Paanchi looks like an interesting Book of Mormon name whose Old World relationships may have persisted in various forms in UA languages. But did the name itself persist? An interesting question for further exploration, perhaps.

Interestingly, the name Paanchi not only provides an eyebrow-rising example of a clearly Old World name among the Nephites, but the adjacent text in the Book of Mormon suggests an editorial awareness of the meaning of that name as it is employed it in an appropriate way to underscore a key Book of Mormon theme via an apparent word play, as is also done for names of robbers, including a name using the same ankh-related root. It gets even more interesting when we see some traces of these roots in the Uto-Aztecan language family.

It's surprising how many apparent Old World word plays are present in the Book of Mormon. They typically add to the meaning and increase our understanding of the intent of the authors -- in other words, there is explanatory power in the apparent word play. Many have been discovered just in the past two years.

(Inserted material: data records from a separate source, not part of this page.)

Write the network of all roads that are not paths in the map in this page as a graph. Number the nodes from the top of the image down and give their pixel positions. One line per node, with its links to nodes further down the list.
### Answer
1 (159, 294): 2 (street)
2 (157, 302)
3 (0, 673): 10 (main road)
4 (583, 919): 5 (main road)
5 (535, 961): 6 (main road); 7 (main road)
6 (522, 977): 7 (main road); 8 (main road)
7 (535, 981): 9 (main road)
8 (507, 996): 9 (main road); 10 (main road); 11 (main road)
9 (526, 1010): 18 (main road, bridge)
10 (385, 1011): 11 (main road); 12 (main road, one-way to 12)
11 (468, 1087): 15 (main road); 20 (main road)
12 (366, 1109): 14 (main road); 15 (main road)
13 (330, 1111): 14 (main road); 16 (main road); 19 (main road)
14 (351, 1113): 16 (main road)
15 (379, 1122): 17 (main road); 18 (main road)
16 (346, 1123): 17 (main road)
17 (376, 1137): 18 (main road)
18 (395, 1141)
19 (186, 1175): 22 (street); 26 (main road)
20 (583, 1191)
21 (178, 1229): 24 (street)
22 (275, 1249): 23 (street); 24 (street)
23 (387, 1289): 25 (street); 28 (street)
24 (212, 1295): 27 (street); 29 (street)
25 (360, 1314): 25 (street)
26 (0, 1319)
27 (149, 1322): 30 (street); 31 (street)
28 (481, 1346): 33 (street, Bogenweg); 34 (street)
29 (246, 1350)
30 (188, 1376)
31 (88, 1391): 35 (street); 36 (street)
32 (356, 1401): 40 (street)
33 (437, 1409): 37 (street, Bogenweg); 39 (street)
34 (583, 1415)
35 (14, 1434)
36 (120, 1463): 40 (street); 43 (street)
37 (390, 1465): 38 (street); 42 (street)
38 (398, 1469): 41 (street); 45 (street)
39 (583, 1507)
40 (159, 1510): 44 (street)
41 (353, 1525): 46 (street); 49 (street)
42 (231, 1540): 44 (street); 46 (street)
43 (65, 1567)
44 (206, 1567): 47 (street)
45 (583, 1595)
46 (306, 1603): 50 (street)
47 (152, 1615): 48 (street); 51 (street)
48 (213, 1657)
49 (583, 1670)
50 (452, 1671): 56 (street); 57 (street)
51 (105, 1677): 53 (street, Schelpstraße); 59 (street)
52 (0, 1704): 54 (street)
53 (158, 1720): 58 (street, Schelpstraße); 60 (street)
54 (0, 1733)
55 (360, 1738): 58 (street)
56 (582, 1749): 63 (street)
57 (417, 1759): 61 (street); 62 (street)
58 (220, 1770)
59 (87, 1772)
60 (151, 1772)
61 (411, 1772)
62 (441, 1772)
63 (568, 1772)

The text is rich in such surprises.

Of course, chance alone can create a lucky apparent word play, a stray Hebraism, a random chiasmus, or a blunder of a name like Alma that ends up having archaeological evidence later confirming that it was an authentic man's name in ancient Israel after all. Here the shear volume and high quality of such occurrences weigh against blind luck. The volume of linguistic connections between each of two distinct varieties of Hebrew and Egyptian with Uto-Aztecan leave little room for random chance, while also fitting patterns with explanatory power, including the power to resolve long-standing mysteries in the study of Uto-Aztecan. The volume of Hebraisms, the richness and vast extant of apparently deliberate chiasmus, and the large number of word plays point to ancient origins that simply cannot be dismissed as a bullseye's drawn around a few random targets that hit something. Just the recently discovered word plays identified by Matthew Bowen at The Interpreter, often abounding in detail and explanatory power, offer a treasure to contemplate. But there are others as well. It's a field worthy of reflection and much more research.